• TASK STATEMENT
From the entries below, copy every line holding the word "nodes".

··· STUDY MATERIAL

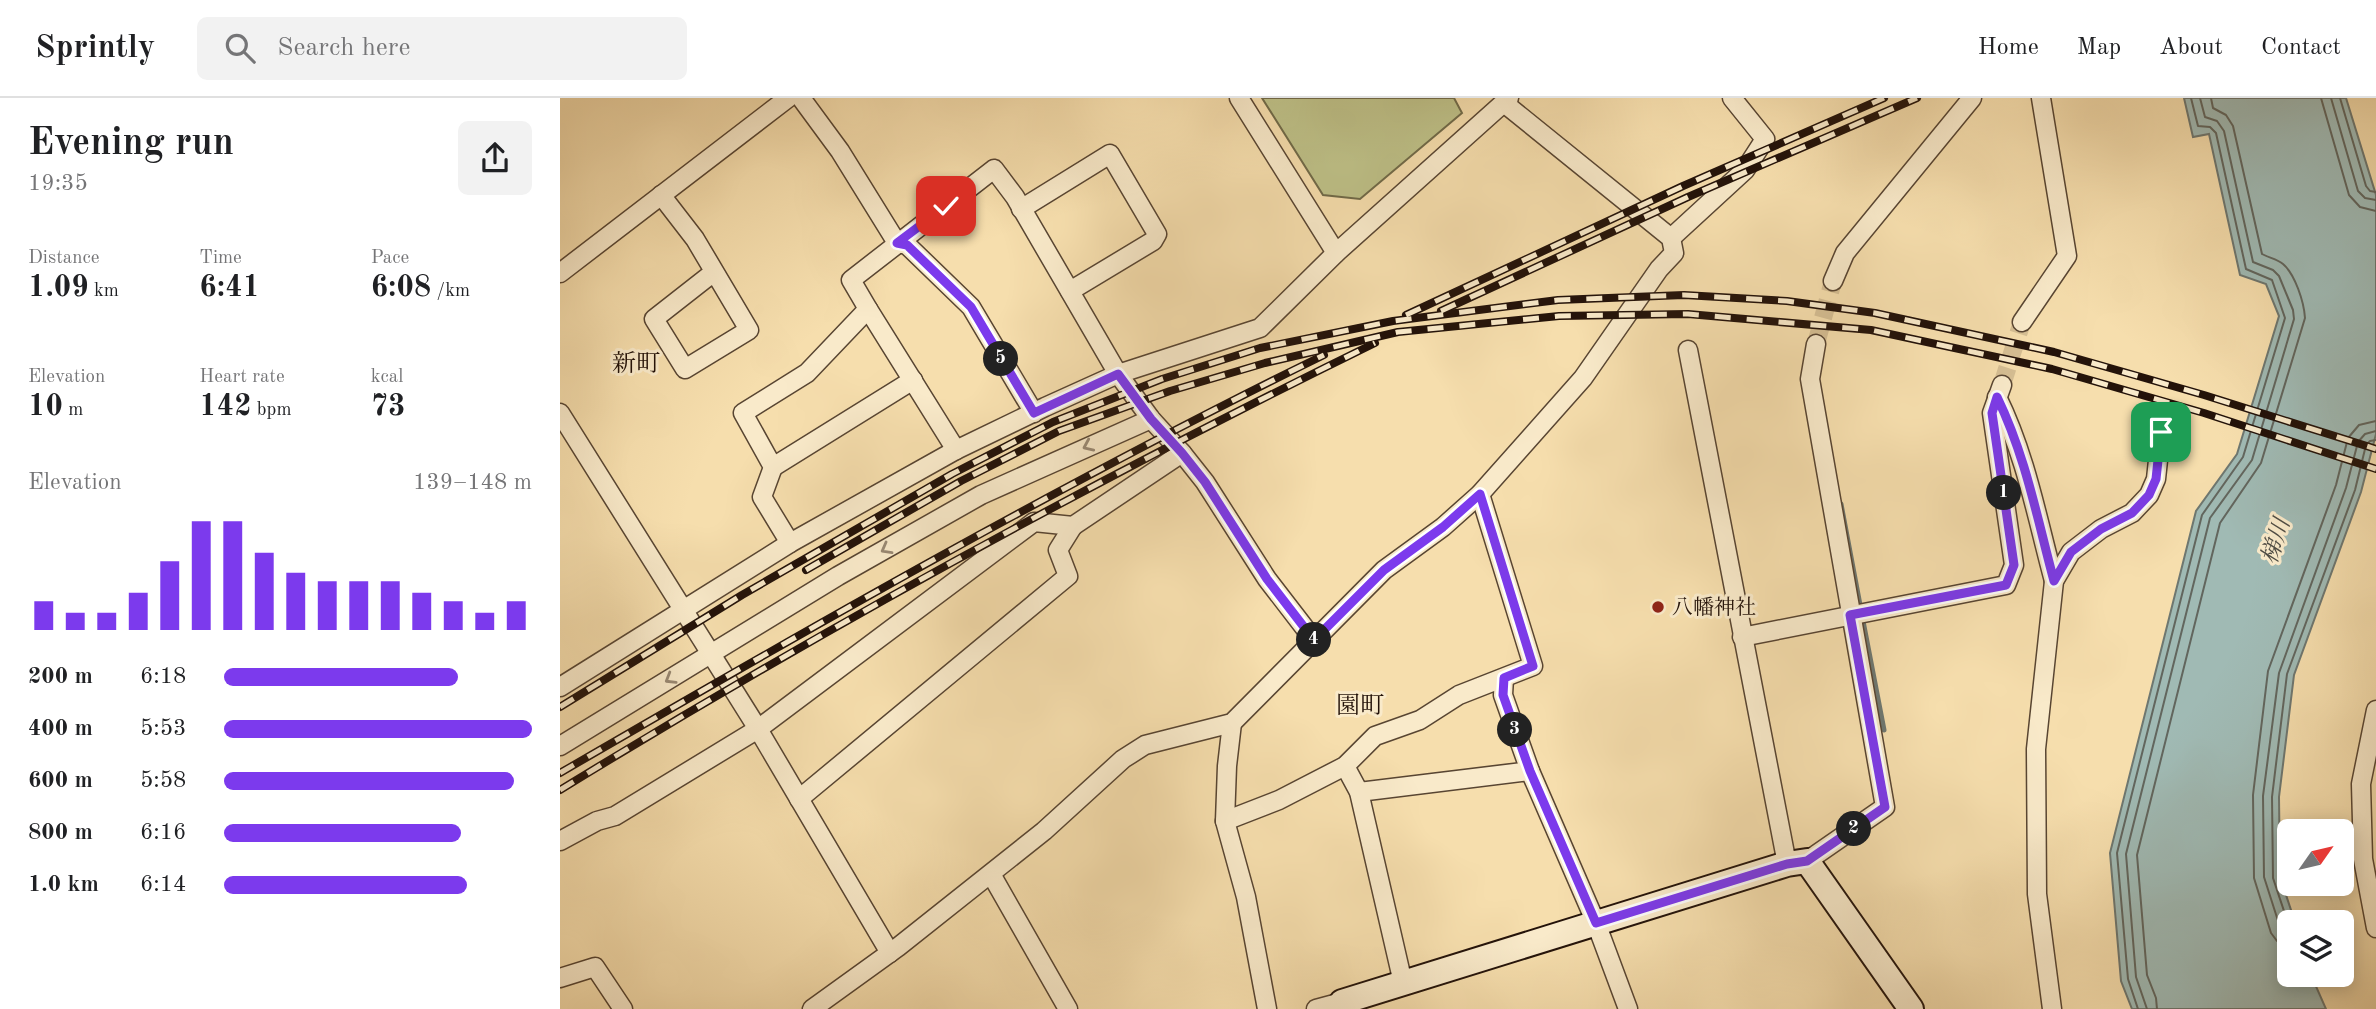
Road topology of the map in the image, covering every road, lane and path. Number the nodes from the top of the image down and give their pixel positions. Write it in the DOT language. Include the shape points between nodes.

······
··· STUDY MATERIAL

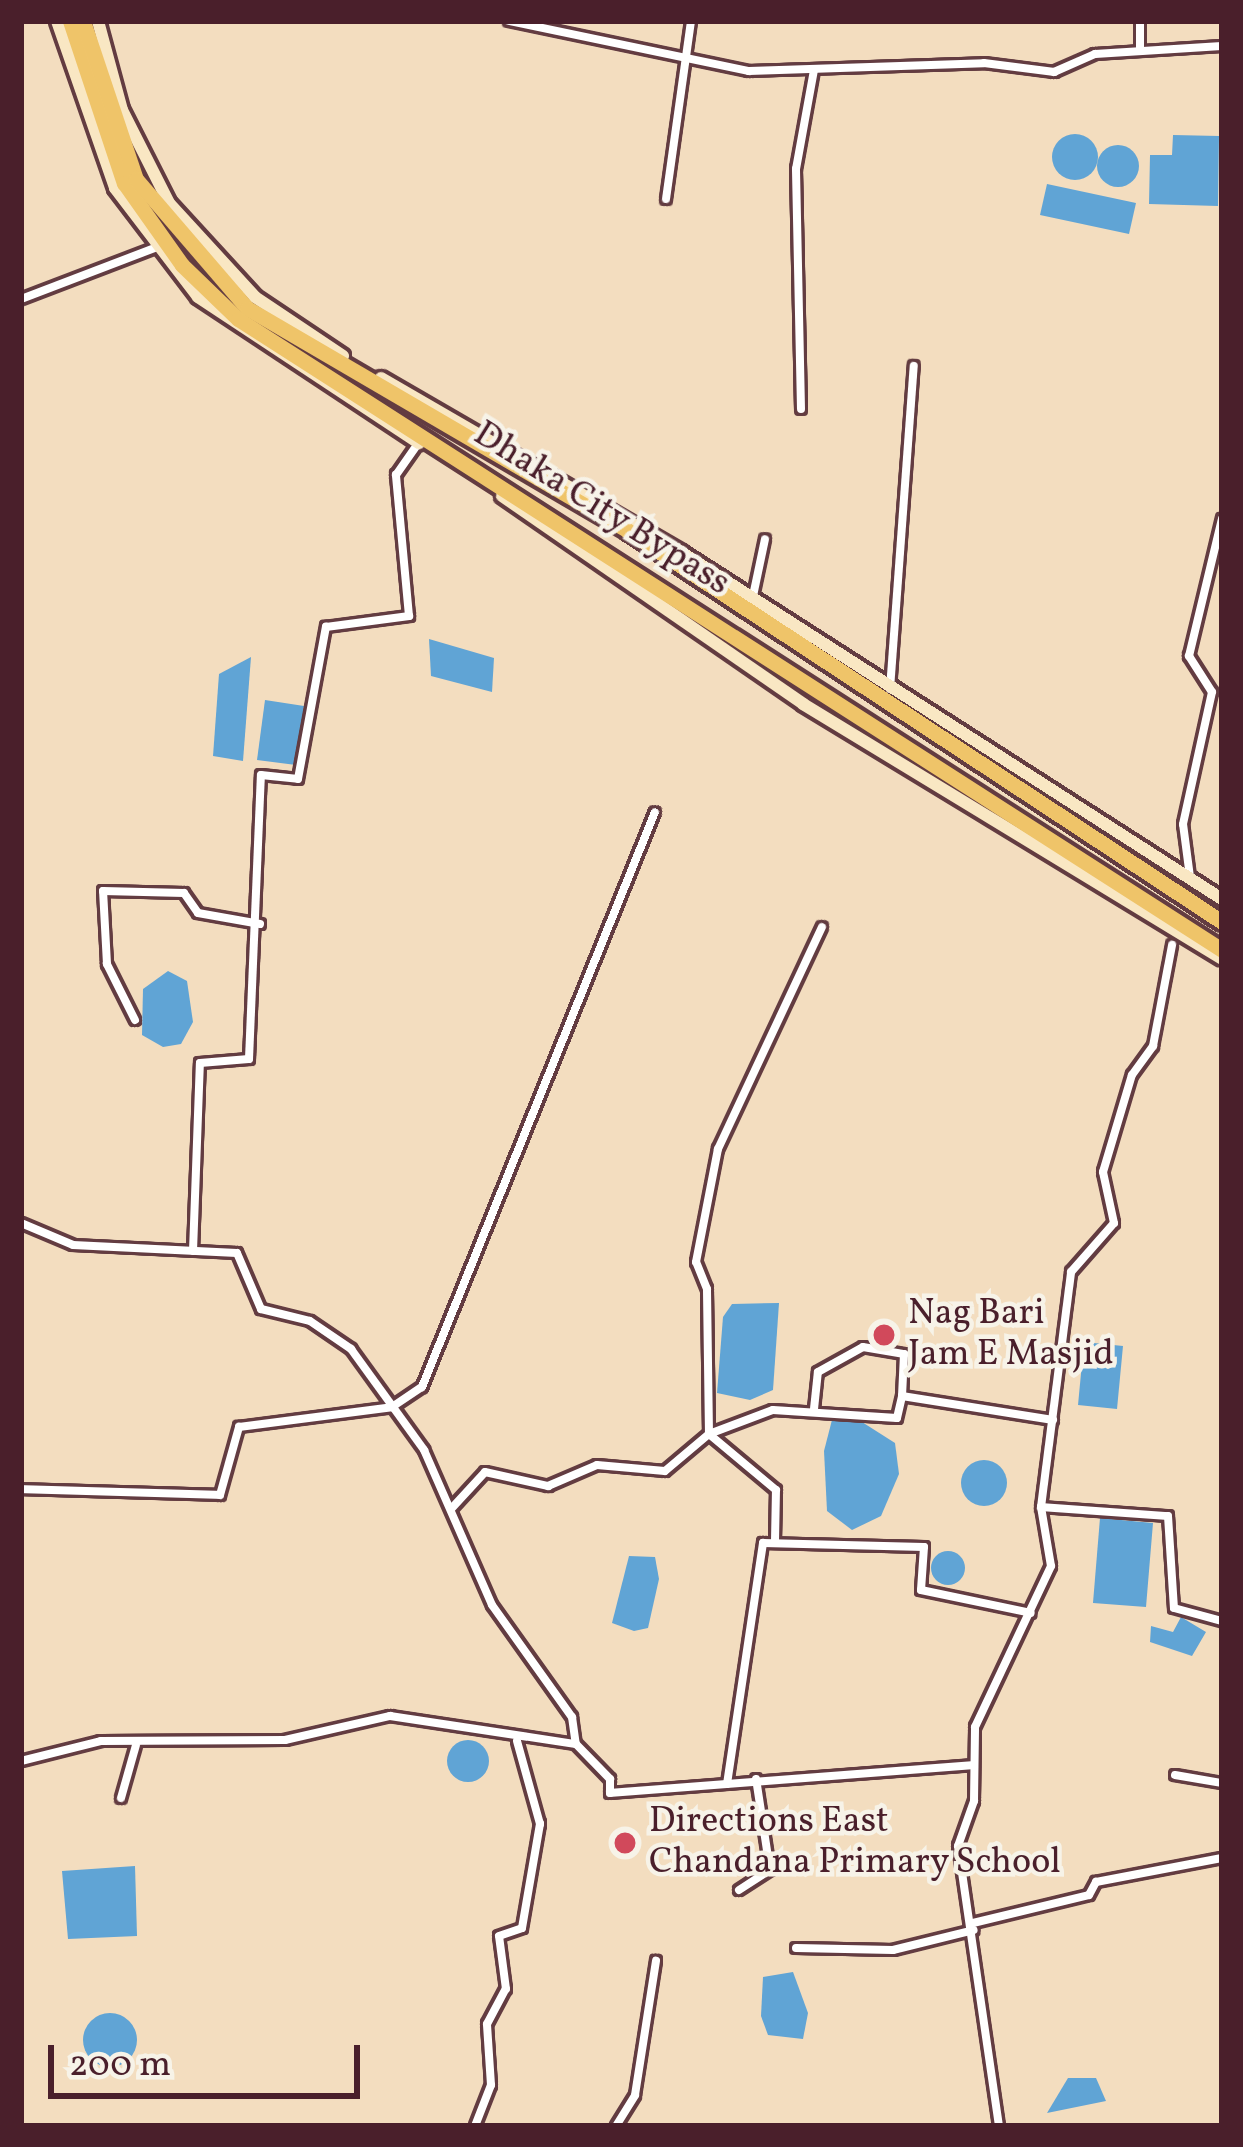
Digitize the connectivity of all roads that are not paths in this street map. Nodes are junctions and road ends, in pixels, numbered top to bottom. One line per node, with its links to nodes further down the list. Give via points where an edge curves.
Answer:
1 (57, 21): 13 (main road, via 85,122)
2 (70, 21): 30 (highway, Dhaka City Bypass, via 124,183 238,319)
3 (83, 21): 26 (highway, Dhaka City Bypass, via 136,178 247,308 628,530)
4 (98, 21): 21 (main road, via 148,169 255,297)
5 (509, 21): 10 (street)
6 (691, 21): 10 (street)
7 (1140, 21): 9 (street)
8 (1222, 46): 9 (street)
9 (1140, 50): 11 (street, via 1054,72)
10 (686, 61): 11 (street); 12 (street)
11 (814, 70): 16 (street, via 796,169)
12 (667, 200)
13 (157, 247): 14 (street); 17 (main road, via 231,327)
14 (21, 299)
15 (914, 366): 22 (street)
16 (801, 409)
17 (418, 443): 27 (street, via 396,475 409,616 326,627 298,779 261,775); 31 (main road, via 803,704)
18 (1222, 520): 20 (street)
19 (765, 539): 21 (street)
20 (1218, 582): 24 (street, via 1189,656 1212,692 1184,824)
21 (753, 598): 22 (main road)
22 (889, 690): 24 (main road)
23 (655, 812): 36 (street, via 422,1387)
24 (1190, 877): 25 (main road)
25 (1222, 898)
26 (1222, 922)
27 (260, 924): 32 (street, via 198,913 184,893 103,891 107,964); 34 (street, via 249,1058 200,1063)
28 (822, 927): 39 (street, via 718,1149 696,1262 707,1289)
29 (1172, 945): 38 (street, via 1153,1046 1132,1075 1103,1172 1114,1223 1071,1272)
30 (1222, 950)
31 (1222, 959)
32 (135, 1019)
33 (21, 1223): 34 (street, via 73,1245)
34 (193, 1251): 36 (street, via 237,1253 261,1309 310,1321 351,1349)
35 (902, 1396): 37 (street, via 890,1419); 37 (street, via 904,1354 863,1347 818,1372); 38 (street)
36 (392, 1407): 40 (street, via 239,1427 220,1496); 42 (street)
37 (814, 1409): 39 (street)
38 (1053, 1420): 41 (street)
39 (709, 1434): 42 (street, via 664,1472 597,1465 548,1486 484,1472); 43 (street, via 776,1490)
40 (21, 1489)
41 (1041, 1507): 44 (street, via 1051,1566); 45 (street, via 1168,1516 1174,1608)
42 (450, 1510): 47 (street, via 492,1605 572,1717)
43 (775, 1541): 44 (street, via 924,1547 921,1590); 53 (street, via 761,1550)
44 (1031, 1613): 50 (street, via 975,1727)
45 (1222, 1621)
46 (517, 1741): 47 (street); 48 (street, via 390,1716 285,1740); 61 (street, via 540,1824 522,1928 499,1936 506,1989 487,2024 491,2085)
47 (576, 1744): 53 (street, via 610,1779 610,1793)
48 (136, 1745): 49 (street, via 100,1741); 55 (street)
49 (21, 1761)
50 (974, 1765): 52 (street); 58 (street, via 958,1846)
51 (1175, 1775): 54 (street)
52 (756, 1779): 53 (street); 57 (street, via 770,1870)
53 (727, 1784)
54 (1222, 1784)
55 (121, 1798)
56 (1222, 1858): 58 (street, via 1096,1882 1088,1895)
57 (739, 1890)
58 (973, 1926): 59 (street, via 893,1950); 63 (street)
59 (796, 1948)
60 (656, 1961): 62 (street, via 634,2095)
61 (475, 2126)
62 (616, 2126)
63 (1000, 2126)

······

• PROBLEM SOLUTION
Road topology of the map in the image, covering every road, lane and path. Number the nodes from the top of the image down and give their pixel positions. Write it in the DOT language. Include the shape points between nodes.
Digitize the connectivity of all roads that are not paths in this street map. Nodes are junctions and road ends, in pixels, numbered top to bottom. One line per node, with its links to nodes further down the list. Give via points where an edge curves.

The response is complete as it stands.